Pourtant, si le scénario rappelle Woody Allen, le film pas du tout. D’ailleurs, ce dernier film de James Gray est très proche de son précédent : on retrouve le même héros partagé entre ses devoirs familiaux et sa liberté et on retrouve aussi un même genre de film. Si Two Lovers est clairement un drame, et même un mélodrame, il s’agit aussi d’un thriller, aussi surprenant que cela puisse paraître. Thriller car le suspense est bien présent, thriller aussi car la peur rôde constamment dans le film et ce dès les premières images, thriller enfin par la réalisation, très éloignée du drame et proche de films comme La nuit nous appartient, angoissante elle aussi. Tout le monde espionne tout le monde, la mère son fils, l’amoureux l’objet de son amour à travers la cour qui devient à la fois symbole de liberté et de prison.
Le film commence sur une tentative de suicide, et dès le début, on est comme happé par l’image et d’abord par cette lumière. Les Inrocks en parlent bien mieux que moi, mais il est vrai qu’il y a quelque chose de magique dans cette scène d’ouverture silencieuse et pesante et prenante. Cette impression ne quitte jamais le film et jusqu’à la fin, jusqu’à cette scène dans la cour, la lumière joue un rôle essentiel. L’image est par ailleurs souvent très large, le réalisateur laissant au spectateur plein de choses à regarder (pour parler clairement, on n’a pas les sempiternels plans rapprochés sur les visages des deux amants).

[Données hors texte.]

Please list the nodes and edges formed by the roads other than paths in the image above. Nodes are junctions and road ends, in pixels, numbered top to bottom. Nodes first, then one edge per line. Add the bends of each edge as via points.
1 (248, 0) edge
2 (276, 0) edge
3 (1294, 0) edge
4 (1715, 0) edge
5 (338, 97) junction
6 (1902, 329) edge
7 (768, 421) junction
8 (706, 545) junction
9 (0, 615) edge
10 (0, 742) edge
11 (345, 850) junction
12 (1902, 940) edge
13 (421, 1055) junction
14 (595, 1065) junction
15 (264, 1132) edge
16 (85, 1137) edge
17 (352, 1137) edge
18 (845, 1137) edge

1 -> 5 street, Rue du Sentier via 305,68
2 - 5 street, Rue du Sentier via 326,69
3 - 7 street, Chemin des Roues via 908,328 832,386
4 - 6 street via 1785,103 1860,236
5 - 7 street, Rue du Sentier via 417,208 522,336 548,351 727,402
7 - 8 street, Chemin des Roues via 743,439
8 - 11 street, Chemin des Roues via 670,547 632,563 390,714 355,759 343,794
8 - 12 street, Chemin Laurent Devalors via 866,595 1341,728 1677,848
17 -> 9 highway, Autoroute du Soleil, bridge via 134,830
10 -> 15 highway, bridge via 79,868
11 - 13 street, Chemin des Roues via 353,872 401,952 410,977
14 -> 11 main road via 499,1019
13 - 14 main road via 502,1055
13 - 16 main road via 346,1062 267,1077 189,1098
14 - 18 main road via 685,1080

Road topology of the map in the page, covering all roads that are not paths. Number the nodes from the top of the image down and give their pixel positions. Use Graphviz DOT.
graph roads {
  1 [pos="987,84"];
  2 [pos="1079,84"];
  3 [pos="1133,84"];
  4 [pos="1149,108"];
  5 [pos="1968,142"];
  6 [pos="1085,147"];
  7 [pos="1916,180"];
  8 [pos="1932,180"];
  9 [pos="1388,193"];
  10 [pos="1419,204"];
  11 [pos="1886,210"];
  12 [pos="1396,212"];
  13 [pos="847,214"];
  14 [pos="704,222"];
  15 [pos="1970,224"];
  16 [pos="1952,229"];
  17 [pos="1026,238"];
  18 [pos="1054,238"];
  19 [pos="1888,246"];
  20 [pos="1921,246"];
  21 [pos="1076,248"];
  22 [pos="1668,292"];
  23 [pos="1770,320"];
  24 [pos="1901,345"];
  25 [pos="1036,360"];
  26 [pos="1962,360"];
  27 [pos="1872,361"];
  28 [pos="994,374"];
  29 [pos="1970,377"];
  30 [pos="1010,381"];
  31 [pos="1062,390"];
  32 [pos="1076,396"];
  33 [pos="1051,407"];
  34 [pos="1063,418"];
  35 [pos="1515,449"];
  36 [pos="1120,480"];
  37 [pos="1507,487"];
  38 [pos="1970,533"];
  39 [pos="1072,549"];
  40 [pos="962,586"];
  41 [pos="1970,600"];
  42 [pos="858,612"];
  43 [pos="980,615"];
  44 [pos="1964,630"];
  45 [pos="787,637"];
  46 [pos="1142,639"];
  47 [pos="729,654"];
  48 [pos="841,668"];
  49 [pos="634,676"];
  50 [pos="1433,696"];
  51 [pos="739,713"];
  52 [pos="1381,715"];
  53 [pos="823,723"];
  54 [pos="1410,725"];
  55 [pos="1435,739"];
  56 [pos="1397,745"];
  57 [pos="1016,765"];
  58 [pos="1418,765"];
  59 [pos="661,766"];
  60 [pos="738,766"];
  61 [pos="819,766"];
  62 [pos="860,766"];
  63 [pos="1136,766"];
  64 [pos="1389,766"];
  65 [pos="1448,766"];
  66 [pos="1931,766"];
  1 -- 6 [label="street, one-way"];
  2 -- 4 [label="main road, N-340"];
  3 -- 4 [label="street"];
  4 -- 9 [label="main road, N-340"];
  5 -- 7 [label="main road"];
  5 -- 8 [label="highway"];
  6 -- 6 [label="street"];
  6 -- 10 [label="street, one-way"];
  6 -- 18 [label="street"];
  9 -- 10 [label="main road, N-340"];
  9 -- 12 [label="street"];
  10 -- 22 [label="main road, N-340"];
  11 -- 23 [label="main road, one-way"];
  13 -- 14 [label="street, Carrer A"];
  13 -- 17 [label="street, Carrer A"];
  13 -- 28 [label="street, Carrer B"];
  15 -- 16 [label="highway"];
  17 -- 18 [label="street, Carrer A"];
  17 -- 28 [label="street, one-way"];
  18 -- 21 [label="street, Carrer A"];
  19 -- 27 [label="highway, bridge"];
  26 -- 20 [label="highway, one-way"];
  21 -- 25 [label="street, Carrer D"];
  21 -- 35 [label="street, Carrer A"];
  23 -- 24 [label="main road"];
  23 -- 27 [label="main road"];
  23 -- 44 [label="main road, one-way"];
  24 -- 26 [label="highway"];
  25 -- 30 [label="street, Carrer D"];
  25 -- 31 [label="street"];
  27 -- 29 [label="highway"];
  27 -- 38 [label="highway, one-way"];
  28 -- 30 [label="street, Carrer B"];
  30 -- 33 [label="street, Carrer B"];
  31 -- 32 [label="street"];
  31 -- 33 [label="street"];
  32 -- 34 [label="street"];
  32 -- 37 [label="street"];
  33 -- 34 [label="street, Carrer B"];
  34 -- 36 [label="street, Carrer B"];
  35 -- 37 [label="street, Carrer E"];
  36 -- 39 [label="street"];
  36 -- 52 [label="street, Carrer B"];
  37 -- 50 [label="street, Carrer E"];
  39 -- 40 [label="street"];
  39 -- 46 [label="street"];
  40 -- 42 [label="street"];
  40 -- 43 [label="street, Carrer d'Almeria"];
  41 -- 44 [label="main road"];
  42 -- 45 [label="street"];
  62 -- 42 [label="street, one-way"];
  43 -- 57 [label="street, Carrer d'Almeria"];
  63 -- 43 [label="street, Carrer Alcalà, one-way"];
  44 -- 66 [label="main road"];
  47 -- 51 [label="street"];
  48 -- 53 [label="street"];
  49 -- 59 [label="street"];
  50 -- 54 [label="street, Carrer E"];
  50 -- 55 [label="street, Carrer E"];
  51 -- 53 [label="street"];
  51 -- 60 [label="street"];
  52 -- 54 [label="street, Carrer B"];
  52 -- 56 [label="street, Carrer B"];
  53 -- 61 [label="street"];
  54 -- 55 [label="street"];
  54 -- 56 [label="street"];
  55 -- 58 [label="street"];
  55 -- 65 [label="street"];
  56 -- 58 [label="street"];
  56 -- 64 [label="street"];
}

Notons, avant de terminer, la prestation extraordinaire de Joaquin Phoenix qui réussit à jouer un rôle difficile, celui d’un enfant dans un corps d’homme, d’un être déchiré, qui menace toujours de tomber, comme sur une corde raide. Très belle performance d’acteur donc, une performance qui contribue beaucoup au succès du film. Les deux actrices sont également toutes deux très bien, chacune à sa façon.
Bon, je ne veux pas en dire plus de peur de dévoiler des éléments de l’intrigue. Le film ménage un suspense, comme un thriller, et c’est très bien ainsi. Quoi qu’il en soit, je recommande Two Lovers qui vaut la peine d’être vu, même s’il n’est malheureusement pas en tête d’affiche (au profit de Mersine, deuxième acte).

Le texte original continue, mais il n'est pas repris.